Pitt Meadows council has a busy agenda with some major items in the year ahead.
Mayor John Becker looks at 2018 as a year when many council initiatives will be completed. Some of the major work includes a new outdoor pool proposal, a new fire hall, considering Onni’s Golden Ears Business Park, resuming work on the north Lougheed property, and working with senior government on railway overpasses and underpasses.
And politically, there will be an election on Oct. 20, 2018
“The election will be the elephant in the room,” said Becker.
Council will need to make a decision on a new pool proposal early in the new year, he said, because it is considering purchasing a used modular Myrtha Competition Pool that had been set up in Windsor, Ont. for the 2016 FINA World Swimming Championships.
Council doesn’t want to rush into any thoughtless expenditures, he said, noting council could consider spending up to $7 million, plus operating costs on a pool.
But if there is federal funding available, and whether Maple Ridge would consider partnering in the project, are key considerations.
“We need to get our partners in order,” said Becker.
The new fire hall project is a $10-million item that will proceed in 2018, as the city identifies a site and begins planning a new facility.
Becker has been questioned about the need for the expenditure, and he said council needs to inform the public about the requirements for space under modern regulations.
They say the hall should be 21,000 square feet, whereas the existing hall is 6,600. It is also not seismically compliant with the B.C. Building Code. The existing site is 0.63 acres in size, where a consultant advised council to look for one that is 1.9 acres.
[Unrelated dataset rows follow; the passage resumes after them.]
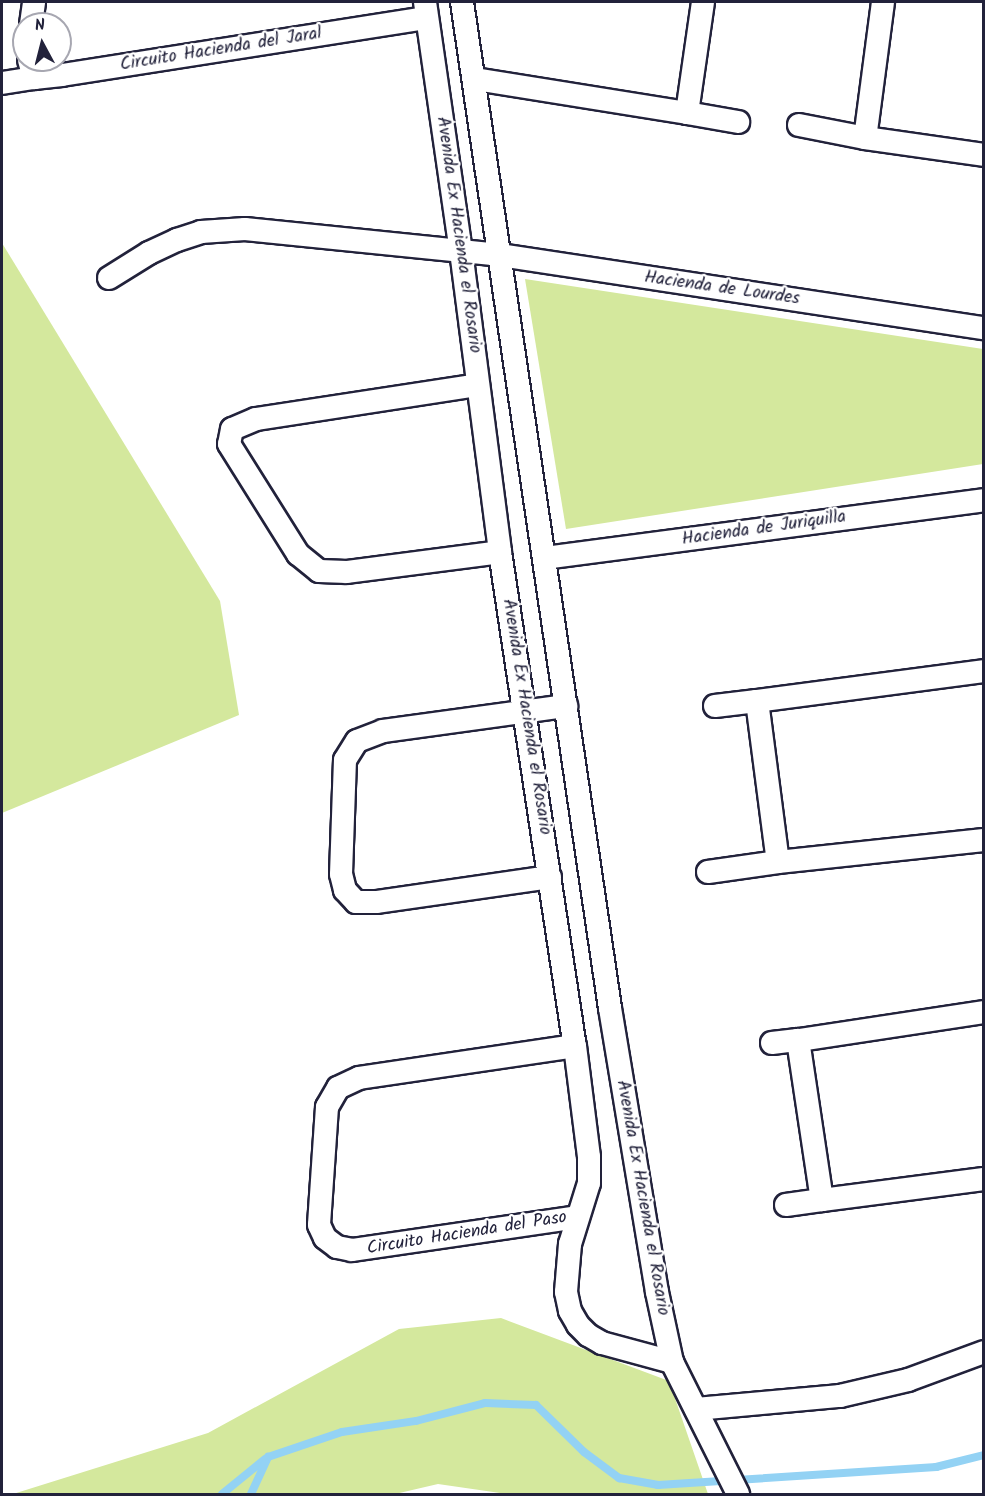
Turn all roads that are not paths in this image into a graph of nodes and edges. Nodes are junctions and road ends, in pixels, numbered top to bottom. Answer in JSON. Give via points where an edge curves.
{"nodes":[{"id":1,"x":462,"y":2,"type":"edge"},
{"id":2,"x":703,"y":2,"type":"edge"},
{"id":3,"x":883,"y":2,"type":"edge"},
{"id":4,"x":426,"y":10,"type":"edge"},
{"id":5,"x":72,"y":63,"type":"edge"},
{"id":6,"x":26,"y":72,"type":"edge"},
{"id":7,"x":475,"y":80,"type":"junction"},
{"id":8,"x":2,"y":83,"type":"edge"},
{"id":9,"x":687,"y":113,"type":"junction"},
{"id":10,"x":738,"y":122,"type":"dead end"},
{"id":11,"x":799,"y":125,"type":"dead end"},
{"id":12,"x":865,"y":138,"type":"junction"},
{"id":13,"x":984,"y":155,"type":"edge"},
{"id":14,"x":461,"y":251,"type":"junction"},
{"id":15,"x":500,"y":255,"type":"junction"},
{"id":16,"x":109,"y":278,"type":"dead end"},
{"id":17,"x":984,"y":328,"type":"edge"},
{"id":18,"x":478,"y":385,"type":"junction"},
{"id":19,"x":984,"y":500,"type":"edge"},
{"id":20,"x":500,"y":552,"type":"junction"},
{"id":21,"x":545,"y":558,"type":"junction"},
{"id":22,"x":984,"y":671,"type":"edge"},
{"id":23,"x":757,"y":701,"type":"junction"},
{"id":24,"x":566,"y":706,"type":"junction"},
{"id":25,"x":715,"y":706,"type":"dead end"},
{"id":26,"x":526,"y":711,"type":"junction"},
{"id":27,"x":984,"y":840,"type":"edge"},
{"id":28,"x":778,"y":862,"type":"junction"},
{"id":29,"x":708,"y":872,"type":"dead end"},
{"id":30,"x":550,"y":877,"type":"junction"},
{"id":31,"x":984,"y":1012,"type":"edge"},
{"id":32,"x":798,"y":1040,"type":"junction"},
{"id":33,"x":772,"y":1043,"type":"dead end"},
{"id":34,"x":575,"y":1046,"type":"junction"},
{"id":35,"x":984,"y":1179,"type":"edge"},
{"id":36,"x":822,"y":1200,"type":"junction"},
{"id":37,"x":786,"y":1205,"type":"dead end"},
{"id":38,"x":577,"y":1217,"type":"junction"},
{"id":39,"x":984,"y":1352,"type":"edge"},
{"id":40,"x":672,"y":1362,"type":"junction"},
{"id":41,"x":696,"y":1408,"type":"junction"},
{"id":42,"x":738,"y":1494,"type":"edge"}],
"edges":[{"from":1,"to":7,"type":"street","name":"Avenida Ex Hacienda el Rosario"},
{"from":2,"to":9,"type":"street"},
{"from":3,"to":12,"type":"street"},
{"from":4,"to":5,"type":"street","name":"Circuito Hacienda del Jaral"},
{"from":4,"to":14,"type":"street","name":"Avenida Ex Hacienda el Rosario"},
{"from":6,"to":8,"type":"street","name":"Circuito Hacienda del Jaral"},
{"from":7,"to":9,"type":"street"},
{"from":7,"to":15,"type":"street","name":"Avenida Ex Hacienda el Rosario"},
{"from":9,"to":10,"type":"street"},
{"from":11,"to":12,"type":"street"},
{"from":12,"to":13,"type":"street"},
{"from":14,"to":15,"type":"street","name":"Hacienda de Lourdes"},
{"from":14,"to":16,"type":"street","name":"Hacienda de Lourdes","via":[[224,229],[177,240]]},
{"from":14,"to":18,"type":"street","name":"Avenida Ex Hacienda el Rosario"},
{"from":15,"to":17,"type":"street","name":"Hacienda de Lourdes"},
{"from":15,"to":21,"type":"street","name":"Avenida Ex Hacienda el Rosario"},
{"from":18,"to":20,"type":"street","name":"Avenida Ex Hacienda el Rosario"},
{"from":18,"to":20,"type":"street","via":[[256,419],[232,429],[229,444],[298,554],[319,571],[347,572]]},
{"from":19,"to":21,"type":"street","name":"Hacienda de Juriquilla"},
{"from":20,"to":26,"type":"street","name":"Avenida Ex Hacienda el Rosario"},
{"from":21,"to":24,"type":"street","name":"Avenida Ex Hacienda el Rosario"},
{"from":22,"to":23,"type":"street"},
{"from":23,"to":25,"type":"street"},
{"from":23,"to":28,"type":"street"},
{"from":24,"to":26,"type":"street"},
{"from":24,"to":40,"type":"street","name":"Avenida Ex Hacienda el Rosario","via":[[637,1176]]},
{"from":26,"to":30,"type":"street","name":"Avenida Ex Hacienda el Rosario"},
{"from":26,"to":30,"type":"street","via":[[383,731],[357,741],[345,760],[341,874],[348,896],[366,903]]},
{"from":27,"to":28,"type":"street"},
{"from":28,"to":29,"type":"street"},
{"from":30,"to":34,"type":"street","name":"Avenida Ex Hacienda el Rosario"},
{"from":31,"to":32,"type":"street"},
{"from":32,"to":33,"type":"street"},
{"from":32,"to":36,"type":"street"},
{"from":34,"to":38,"type":"street","name":"Avenida Ex Hacienda el Rosario","via":[[590,1173],[586,1199]]},
{"from":34,"to":38,"type":"street","name":"Circuito Hacienda del Paso","via":[[359,1078],[338,1088],[327,1107],[319,1225],[331,1243],[352,1250]]},
{"from":35,"to":36,"type":"street"},
{"from":36,"to":37,"type":"street"},
{"from":38,"to":40,"type":"street","name":"Avenida Ex Hacienda el Rosario","via":[[570,1244],[566,1292],[578,1325],[602,1343]]},
{"from":39,"to":41,"type":"street","via":[[908,1380],[840,1396]]},
{"from":40,"to":41,"type":"street","name":"Avenida Ex Hacienda el Rosario"},
{"from":41,"to":42,"type":"street","name":"Avenida Ex Hacienda el Rosario"}]}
He said council will also explore the potential to partner with B.C. Ambulance in the new project.
Land service is always a controversial issue, and council must deal with the Onni light industrial development in south Bonson.
“It’s our single biggest project, in terms of time and resources,” said the mayor.
All four phases of the project will see 200 acres developed for four million square feet of buildable area.
Council has sent Onni’s latest proposal back with approximately 20 demands for changes, including building heights, setbacks and other issues that have been controversial with the public. That happened at third reading of the rezoning application for phases three and four of the business park in June.
Council had received more than 500 written submissions opposing the proposal before that June hearing.
Becker said council is now waiting to hear back from Onni before the project is considered for final approval.
The north Lougheed area will be back on the council agenda in the spring or early summer. The 125-acre property, in the northeast corner of the Lougheed Highway and Harris Road intersection, is a private venture. But Becker is aware that Smartreit and other landowners involved would “like to see something happen.”
He said so far in its term, this council has asked the land owners to be patient, but new plans for the area will be considered during the review of the official community plan, which is coming this year.
The OCP is part of council’s administrative work the public mostly does not see.
Becker also did not want to overlook the development of an official airport plan, which includes governance work and relationship building with its partner in the facility, Maple Ridge.
“It’s a massive job, like running a small city,” he explained. “The airport needs to find its own niche in the marketplace.”
And the city is finally dealing with overpasses and an underpass at CP Rail crossings as more than just a wish list.
CP Rail, as part of the Gateway Transportation Collaboration Forum, informed council it is planning overpasses for both Kennedy Road and Allen Way, and the long-awaited underpass at Harris Road.
These projects should get traffic through the city, which often gets snarled by trains, moving smoothly.
“We’re finally getting our senior government colleagues in to see us,” said Becker.
All of this work must take place during what politicos call “the silly season,” which is the period of time before an election when incumbent members of council and all those candidates seeking to take their seats at the table are prone to viewing issues and making speeches through the lens of getting elected.
Becker calls it “pandering and grandstanding to curry favour with the voters.”
In that situation, some councils will play it safe, and not embark on any new initiatives that might stir controversy in the electorate.
Becker said his council will continue with its work.